* **Task to complete**:
Go through the records, and copy each line in which the string "Mile" is present.

* **Record extracts**:
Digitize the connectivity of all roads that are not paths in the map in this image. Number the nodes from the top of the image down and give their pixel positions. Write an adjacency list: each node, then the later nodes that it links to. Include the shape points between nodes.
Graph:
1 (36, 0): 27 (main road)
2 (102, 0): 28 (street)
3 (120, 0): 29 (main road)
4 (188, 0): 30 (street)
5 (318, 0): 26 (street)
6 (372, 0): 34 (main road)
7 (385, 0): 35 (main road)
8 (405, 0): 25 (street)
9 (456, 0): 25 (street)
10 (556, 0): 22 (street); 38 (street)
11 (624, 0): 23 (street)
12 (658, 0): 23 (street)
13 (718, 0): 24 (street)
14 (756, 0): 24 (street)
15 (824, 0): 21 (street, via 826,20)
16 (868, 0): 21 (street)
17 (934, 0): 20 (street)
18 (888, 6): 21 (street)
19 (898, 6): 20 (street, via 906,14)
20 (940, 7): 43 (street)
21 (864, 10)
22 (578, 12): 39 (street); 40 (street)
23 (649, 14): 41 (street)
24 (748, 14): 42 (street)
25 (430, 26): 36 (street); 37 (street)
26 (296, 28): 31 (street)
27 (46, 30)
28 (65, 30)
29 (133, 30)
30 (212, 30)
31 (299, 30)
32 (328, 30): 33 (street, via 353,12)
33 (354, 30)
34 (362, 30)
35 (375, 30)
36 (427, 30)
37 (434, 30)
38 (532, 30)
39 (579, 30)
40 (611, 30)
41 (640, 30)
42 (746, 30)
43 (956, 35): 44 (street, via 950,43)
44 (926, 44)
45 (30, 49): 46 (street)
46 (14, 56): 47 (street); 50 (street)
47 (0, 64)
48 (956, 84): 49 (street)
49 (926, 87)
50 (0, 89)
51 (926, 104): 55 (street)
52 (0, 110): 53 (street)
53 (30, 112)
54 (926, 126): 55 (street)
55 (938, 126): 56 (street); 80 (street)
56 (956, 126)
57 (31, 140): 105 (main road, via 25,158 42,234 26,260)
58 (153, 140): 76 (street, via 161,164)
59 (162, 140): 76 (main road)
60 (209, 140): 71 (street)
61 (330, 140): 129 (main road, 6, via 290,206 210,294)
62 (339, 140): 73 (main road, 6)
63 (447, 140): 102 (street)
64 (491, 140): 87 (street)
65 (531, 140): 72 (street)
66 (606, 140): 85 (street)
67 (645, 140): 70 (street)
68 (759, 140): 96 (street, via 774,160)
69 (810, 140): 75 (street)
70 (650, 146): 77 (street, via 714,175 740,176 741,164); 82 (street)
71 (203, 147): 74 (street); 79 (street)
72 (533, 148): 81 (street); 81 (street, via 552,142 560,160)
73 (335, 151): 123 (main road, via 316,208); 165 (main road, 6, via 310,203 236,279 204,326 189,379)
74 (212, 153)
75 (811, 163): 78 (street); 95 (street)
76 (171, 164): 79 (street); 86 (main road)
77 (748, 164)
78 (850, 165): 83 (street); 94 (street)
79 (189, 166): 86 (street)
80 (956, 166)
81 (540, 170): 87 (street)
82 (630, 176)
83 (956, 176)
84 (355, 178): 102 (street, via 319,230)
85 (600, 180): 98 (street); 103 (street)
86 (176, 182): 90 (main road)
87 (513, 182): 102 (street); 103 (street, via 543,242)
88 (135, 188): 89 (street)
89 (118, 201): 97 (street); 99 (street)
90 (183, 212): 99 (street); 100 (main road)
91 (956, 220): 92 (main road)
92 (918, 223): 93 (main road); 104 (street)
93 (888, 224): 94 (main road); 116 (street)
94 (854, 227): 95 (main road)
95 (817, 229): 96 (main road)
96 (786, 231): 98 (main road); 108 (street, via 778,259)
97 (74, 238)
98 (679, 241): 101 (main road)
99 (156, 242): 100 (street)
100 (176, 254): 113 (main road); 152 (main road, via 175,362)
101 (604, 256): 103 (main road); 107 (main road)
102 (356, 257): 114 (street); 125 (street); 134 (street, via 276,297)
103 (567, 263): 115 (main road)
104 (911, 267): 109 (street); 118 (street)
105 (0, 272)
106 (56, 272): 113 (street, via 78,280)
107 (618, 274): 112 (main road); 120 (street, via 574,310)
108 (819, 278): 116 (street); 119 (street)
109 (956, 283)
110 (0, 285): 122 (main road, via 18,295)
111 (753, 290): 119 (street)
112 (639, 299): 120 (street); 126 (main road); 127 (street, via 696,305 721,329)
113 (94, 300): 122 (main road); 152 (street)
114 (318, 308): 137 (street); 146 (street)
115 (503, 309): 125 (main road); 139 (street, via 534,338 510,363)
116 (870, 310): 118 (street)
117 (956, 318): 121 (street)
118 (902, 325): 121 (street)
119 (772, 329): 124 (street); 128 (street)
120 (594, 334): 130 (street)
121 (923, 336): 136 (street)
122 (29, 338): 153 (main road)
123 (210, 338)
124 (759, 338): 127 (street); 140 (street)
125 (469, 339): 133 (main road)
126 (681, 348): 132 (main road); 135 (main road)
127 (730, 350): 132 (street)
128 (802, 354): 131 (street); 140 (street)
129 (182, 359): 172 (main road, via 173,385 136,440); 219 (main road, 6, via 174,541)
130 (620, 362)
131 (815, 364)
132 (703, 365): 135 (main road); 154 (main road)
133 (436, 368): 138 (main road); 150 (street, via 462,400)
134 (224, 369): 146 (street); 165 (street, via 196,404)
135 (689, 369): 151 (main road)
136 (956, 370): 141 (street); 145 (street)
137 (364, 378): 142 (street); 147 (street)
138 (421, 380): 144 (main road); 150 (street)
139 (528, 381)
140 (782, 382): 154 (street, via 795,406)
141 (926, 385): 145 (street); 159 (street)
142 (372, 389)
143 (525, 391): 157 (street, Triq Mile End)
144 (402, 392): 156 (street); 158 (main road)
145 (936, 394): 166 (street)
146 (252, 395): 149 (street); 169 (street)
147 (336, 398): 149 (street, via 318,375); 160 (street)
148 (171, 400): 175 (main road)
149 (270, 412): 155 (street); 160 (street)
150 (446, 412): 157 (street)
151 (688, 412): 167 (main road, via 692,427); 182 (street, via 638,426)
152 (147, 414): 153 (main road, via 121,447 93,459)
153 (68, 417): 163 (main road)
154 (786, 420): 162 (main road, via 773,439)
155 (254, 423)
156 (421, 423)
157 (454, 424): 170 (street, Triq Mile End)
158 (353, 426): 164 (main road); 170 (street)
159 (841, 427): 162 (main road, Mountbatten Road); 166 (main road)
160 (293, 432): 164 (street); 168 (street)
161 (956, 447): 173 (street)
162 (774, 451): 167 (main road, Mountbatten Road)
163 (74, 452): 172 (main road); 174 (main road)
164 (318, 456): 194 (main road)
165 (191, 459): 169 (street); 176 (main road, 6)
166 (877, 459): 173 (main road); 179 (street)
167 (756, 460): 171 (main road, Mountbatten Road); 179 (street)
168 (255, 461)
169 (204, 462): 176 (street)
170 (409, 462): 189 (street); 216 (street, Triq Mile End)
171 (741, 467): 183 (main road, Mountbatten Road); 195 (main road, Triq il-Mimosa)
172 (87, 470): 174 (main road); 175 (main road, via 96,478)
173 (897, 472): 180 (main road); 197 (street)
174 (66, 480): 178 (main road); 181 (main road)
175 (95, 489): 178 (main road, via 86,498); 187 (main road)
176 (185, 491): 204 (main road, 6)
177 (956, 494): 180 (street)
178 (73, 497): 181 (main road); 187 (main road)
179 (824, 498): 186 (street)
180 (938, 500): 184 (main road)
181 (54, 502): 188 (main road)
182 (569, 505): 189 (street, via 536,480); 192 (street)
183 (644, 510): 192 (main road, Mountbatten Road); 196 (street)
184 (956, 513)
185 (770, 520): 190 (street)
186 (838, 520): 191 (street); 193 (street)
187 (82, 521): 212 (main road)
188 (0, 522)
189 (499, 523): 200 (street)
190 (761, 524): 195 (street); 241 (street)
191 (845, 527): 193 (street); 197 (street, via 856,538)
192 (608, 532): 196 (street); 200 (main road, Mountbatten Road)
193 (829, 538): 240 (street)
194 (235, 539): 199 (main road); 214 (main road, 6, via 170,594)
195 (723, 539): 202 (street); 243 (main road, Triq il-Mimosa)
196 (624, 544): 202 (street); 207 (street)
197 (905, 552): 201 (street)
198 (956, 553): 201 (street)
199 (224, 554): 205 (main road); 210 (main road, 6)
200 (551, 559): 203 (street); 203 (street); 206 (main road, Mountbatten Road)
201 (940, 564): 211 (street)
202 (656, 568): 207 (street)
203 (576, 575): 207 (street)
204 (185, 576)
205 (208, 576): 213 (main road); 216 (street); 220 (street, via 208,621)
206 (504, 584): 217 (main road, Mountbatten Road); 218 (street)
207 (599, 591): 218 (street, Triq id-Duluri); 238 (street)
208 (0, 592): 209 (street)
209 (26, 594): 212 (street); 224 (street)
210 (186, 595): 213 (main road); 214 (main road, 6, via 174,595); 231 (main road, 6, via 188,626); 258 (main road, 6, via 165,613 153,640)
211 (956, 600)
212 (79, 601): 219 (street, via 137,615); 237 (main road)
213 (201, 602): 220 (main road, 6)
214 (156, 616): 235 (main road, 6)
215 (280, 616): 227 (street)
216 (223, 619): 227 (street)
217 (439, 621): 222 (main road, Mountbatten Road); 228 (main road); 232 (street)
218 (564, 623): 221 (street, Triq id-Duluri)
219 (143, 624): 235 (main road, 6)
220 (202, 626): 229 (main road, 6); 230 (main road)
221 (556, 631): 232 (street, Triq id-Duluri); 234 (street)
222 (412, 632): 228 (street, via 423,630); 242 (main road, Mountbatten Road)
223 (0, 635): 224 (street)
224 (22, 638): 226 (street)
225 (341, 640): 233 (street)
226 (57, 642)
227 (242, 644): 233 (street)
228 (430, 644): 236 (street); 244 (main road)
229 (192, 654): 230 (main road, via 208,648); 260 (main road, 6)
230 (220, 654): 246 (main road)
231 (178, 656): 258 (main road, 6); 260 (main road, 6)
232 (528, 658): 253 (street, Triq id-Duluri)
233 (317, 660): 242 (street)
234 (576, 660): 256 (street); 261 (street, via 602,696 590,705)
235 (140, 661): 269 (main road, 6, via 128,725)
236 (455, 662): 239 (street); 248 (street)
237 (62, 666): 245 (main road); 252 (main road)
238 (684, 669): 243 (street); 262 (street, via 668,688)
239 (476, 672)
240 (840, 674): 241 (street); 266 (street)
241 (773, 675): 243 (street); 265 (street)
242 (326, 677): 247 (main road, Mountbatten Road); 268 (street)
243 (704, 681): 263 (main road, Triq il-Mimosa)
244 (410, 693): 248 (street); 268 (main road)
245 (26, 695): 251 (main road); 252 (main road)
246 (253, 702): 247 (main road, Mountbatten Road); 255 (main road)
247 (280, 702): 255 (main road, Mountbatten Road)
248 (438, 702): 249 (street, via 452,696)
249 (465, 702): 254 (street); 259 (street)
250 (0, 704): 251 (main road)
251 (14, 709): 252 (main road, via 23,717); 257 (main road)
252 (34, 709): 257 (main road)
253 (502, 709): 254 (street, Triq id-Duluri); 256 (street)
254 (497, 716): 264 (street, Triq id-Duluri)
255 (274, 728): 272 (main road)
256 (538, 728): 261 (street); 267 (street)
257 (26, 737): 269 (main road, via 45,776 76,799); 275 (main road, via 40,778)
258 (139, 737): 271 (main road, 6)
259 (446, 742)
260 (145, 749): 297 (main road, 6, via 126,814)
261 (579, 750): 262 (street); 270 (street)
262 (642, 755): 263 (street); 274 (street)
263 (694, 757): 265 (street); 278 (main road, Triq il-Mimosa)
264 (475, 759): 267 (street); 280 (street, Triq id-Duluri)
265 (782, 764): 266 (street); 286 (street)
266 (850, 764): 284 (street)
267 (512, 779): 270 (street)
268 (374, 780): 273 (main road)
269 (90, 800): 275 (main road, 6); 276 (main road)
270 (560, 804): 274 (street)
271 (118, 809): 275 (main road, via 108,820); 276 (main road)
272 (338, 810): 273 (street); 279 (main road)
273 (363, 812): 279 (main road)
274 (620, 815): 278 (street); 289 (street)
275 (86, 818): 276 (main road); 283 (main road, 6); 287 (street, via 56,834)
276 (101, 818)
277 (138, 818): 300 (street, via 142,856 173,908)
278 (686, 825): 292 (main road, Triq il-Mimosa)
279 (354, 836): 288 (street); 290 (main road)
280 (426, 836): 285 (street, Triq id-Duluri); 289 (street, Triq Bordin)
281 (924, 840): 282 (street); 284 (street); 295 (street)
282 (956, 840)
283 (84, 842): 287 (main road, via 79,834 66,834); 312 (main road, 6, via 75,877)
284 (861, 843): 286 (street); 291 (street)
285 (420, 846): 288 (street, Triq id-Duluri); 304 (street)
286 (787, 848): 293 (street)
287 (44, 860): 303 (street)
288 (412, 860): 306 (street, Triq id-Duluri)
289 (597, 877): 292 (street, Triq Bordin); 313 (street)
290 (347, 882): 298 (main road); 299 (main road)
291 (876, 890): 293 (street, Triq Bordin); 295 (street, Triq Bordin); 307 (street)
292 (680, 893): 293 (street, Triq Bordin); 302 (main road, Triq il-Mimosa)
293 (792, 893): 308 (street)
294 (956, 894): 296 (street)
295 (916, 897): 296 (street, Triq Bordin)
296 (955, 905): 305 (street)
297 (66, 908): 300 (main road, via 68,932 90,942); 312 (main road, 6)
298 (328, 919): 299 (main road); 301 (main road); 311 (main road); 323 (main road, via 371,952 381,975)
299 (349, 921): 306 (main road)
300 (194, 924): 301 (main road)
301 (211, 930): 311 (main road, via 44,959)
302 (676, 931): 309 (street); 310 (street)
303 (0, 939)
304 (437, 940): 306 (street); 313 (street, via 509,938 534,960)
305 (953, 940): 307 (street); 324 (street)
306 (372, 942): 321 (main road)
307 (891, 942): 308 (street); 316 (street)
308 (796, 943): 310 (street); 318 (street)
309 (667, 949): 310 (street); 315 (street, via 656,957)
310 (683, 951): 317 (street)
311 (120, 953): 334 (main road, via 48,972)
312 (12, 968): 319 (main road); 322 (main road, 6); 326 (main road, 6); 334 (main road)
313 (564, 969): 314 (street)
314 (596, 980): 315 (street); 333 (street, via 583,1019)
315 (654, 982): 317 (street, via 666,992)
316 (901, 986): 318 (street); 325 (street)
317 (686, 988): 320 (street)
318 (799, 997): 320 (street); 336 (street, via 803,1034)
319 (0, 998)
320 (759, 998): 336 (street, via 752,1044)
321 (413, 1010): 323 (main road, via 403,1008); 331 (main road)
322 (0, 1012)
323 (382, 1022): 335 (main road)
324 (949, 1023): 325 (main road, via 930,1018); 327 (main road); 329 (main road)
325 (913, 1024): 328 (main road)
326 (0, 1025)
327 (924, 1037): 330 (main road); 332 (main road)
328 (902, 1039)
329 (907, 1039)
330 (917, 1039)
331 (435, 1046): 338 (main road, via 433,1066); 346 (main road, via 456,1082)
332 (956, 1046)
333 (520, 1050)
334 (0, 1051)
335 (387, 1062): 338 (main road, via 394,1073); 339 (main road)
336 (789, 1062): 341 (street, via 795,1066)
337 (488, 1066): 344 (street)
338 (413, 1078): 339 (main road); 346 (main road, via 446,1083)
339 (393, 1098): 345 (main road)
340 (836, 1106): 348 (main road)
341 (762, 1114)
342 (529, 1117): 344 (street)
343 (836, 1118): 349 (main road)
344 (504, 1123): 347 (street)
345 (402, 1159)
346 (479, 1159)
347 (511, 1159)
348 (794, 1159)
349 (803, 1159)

* **Worked solution**:
143 (525, 391): 157 (street, Triq Mile End)
157 (454, 424): 170 (street, Triq Mile End)
170 (409, 462): 189 (street); 216 (street, Triq Mile End)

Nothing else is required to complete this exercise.